Thanks for that link!. It is way too easy to spend a lifetime in this topic. Addictive for me. :?


----------



## nickvc (Nov 9, 2017)

Göran I know KA knows his way round but for me the risks outweigh the potential financial gain, PGMs are one nasty set of metals to have in salt form of any kind without all the necessary safety equipment and very good extraction and scrubbing, my advice is to anyone who reads this thread it’s not worth the risk if you have other choices or materials to work with, you need to be very clean,accurate and an advanced refiner to mess with PGMs by choice.


----------



## g_axelsson (Nov 9, 2017)

Yeah, PGM refining is not where one should start a refining career.
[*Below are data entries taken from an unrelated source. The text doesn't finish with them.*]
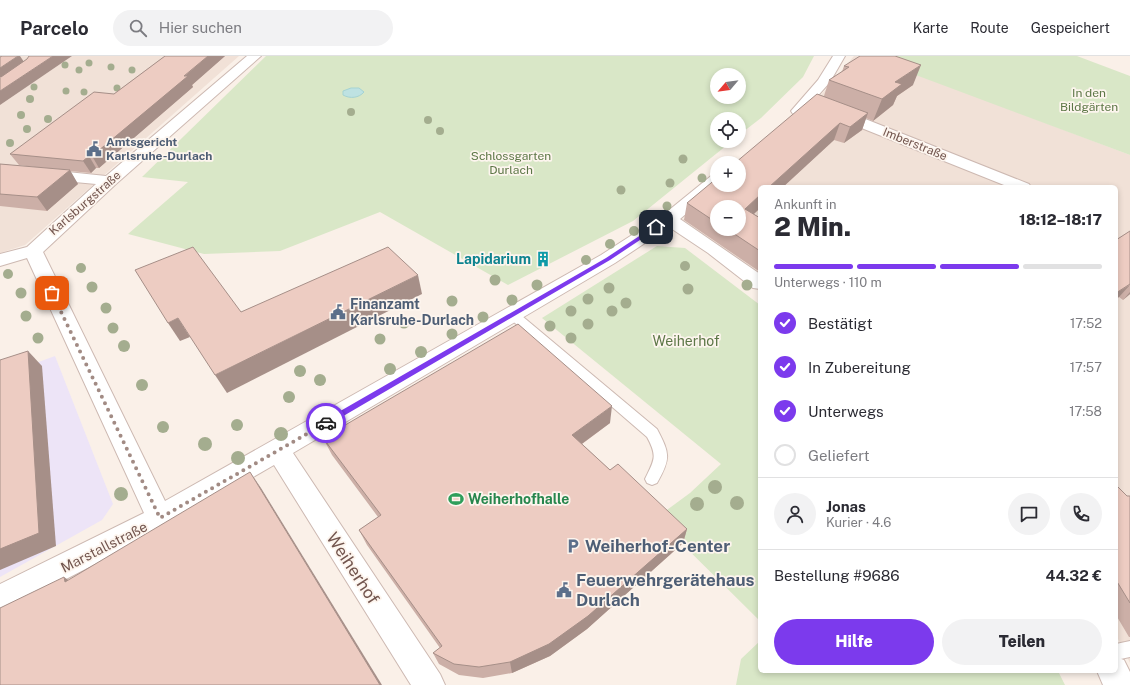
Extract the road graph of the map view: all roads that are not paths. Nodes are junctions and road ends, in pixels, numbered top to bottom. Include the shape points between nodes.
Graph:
1 (255, 56) edge
2 (839, 56) edge
3 (807, 101) junction
4 (788, 120) edge
5 (0, 170) edge
6 (110, 181) junction
7 (710, 184) edge
8 (1018, 185) edge
9 (668, 219) junction
10 (33, 252) junction
11 (0, 260) edge
12 (758, 282) edge
13 (512, 314) junction
14 (278, 451) junction
15 (652, 479) dead end
16 (160, 518) junction
17 (0, 599) edge
18 (1130, 649) edge
19 (1118, 652) edge
20 (1114, 673) edge
21 (429, 685) edge
22 (1120, 685) edge

1 - 6 street, Karlsburgstraße
2 - 3 street via 823,82
3 - 4 street
3 - 8 street, Imberstraße
5 - 6 street
6 - 10 street, Karlsburgstraße
7 - 9 street, Marstallstraße
9 - 12 street
9 - 13 street, Marstallstraße via 608,259
10 - 11 street
10 - 16 street
13 - 14 street, Marstallstraße
13 - 15 lane via 652,433 662,451 661,464
14 - 16 street, Marstallstraße
14 - 21 street, Weiherhof
16 - 17 street, Marstallstraße
18 - 19 lane
20 - 22 street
There are quite definite dangers and complications you have to deal with.

From an economical standpoint, PGM is for most people something that is best sold unrefined.

Göran


----------



## kadriver (Nov 10, 2017)

I looked at the process Calm Morrison describes in her book in the section titled "Getting Aquainted With Platinum"

Its simple and straight forward:

Incinerate (or anneal)

Dissolve in hot AR

Classic denoxx

Filter

Precipitate with ammonium chloride

gather the salt in a filter (she says dry it, but i'm not going to do that)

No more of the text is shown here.